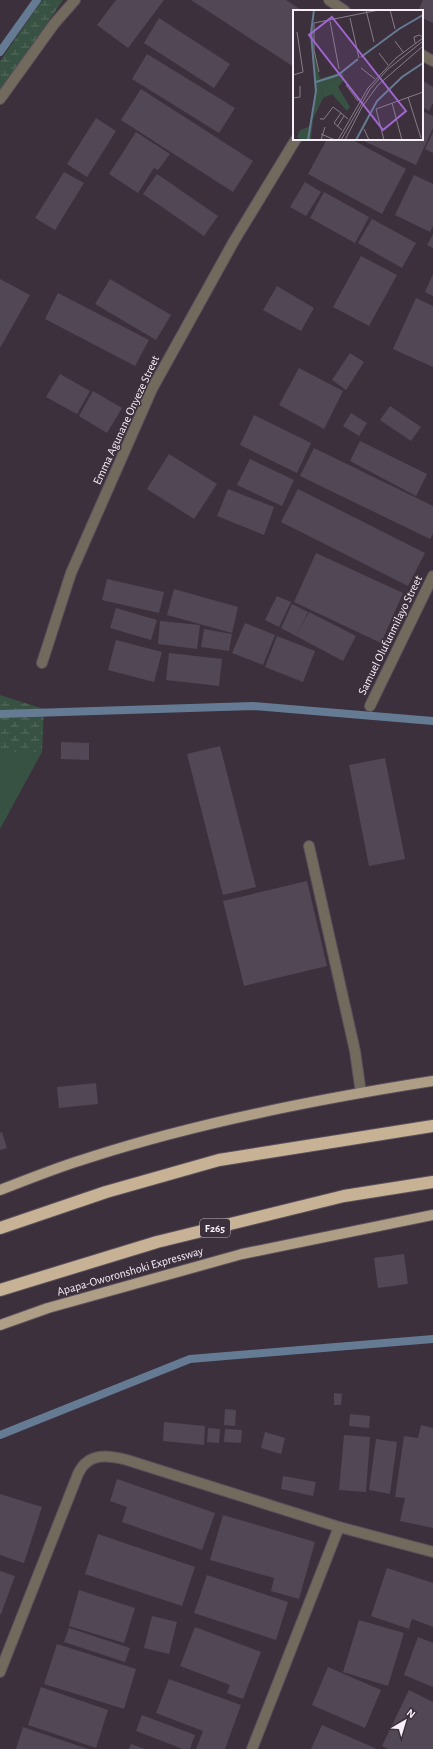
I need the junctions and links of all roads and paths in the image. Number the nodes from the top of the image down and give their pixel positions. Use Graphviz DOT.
graph roads {
  1 [pos="75,0"];
  2 [pos="329,0"];
  3 [pos="344,10"];
  4 [pos="423,56"];
  5 [pos="433,61"];
  6 [pos="0,99"];
  7 [pos="295,140"];
  8 [pos="433,576"];
  9 [pos="42,663"];
  10 [pos="370,706"];
  11 [pos="309,846"];
  12 [pos="433,1082"];
  13 [pos="361,1093"];
  14 [pos="433,1126"];
  15 [pos="433,1182"];
  16 [pos="0,1190"];
  17 [pos="433,1215"];
  18 [pos="0,1228"];
  19 [pos="0,1290"];
  20 [pos="0,1325"];
  21 [pos="339,1527"];
  22 [pos="433,1552"];
  23 [pos="0,1672"];
  24 [pos="252,1749"];
  1 -- 6 [label="street"];
  2 -- 3 [label="street"];
  4 -- 5 [label="street"];
  7 -- 9 [label="street, Emma Agunane Onyeze Street"];
  8 -- 10 [label="street, Samuel Olufunmilayo Street"];
  11 -- 13 [label="street"];
  12 -- 13 [label="main road"];
  13 -- 16 [label="main road"];
  14 -- 18 [label="highway"];
  15 -- 19 [label="highway, Apapa-Oworonshoki Expressway / F265"];
  17 -- 20 [label="main road, Apapa-Oworonshoki Expressway"];
  21 -- 22 [label="street"];
  21 -- 23 [label="street"];
  21 -- 24 [label="street"];
}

**Work instruction:**
With pictures excluded, the data must be transcribed in full and to the letter.

**Response area:**
I need the junctions and links of all roads and paths in the image. Number the nodes from the top of the image down and give their pixel positions. Use Graphviz DOT.
graph roads {
  1 [pos="75,0"];
  2 [pos="329,0"];
  3 [pos="344,10"];
  4 [pos="423,56"];
  5 [pos="433,61"];
  6 [pos="0,99"];
  7 [pos="295,140"];
  8 [pos="433,576"];
  9 [pos="42,663"];
  10 [pos="370,706"];
  11 [pos="309,846"];
  12 [pos="433,1082"];
  13 [pos="361,1093"];
  14 [pos="433,1126"];
  15 [pos="433,1182"];
  16 [pos="0,1190"];
  17 [pos="433,1215"];
  18 [pos="0,1228"];
  19 [pos="0,1290"];
  20 [pos="0,1325"];
  21 [pos="339,1527"];
  22 [pos="433,1552"];
  23 [pos="0,1672"];
  24 [pos="252,1749"];
  1 -- 6 [label="street"];
  2 -- 3 [label="street"];
  4 -- 5 [label="street"];
  7 -- 9 [label="street, Emma Agunane Onyeze Street"];
  8 -- 10 [label="street, Samuel Olufunmilayo Street"];
  11 -- 13 [label="street"];
  12 -- 13 [label="main road"];
  13 -- 16 [label="main road"];
  14 -- 18 [label="highway"];
  15 -- 19 [label="highway, Apapa-Oworonshoki Expressway / F265"];
  17 -- 20 [label="main road, Apapa-Oworonshoki Expressway"];
  21 -- 22 [label="street"];
  21 -- 23 [label="street"];
  21 -- 24 [label="street"];
}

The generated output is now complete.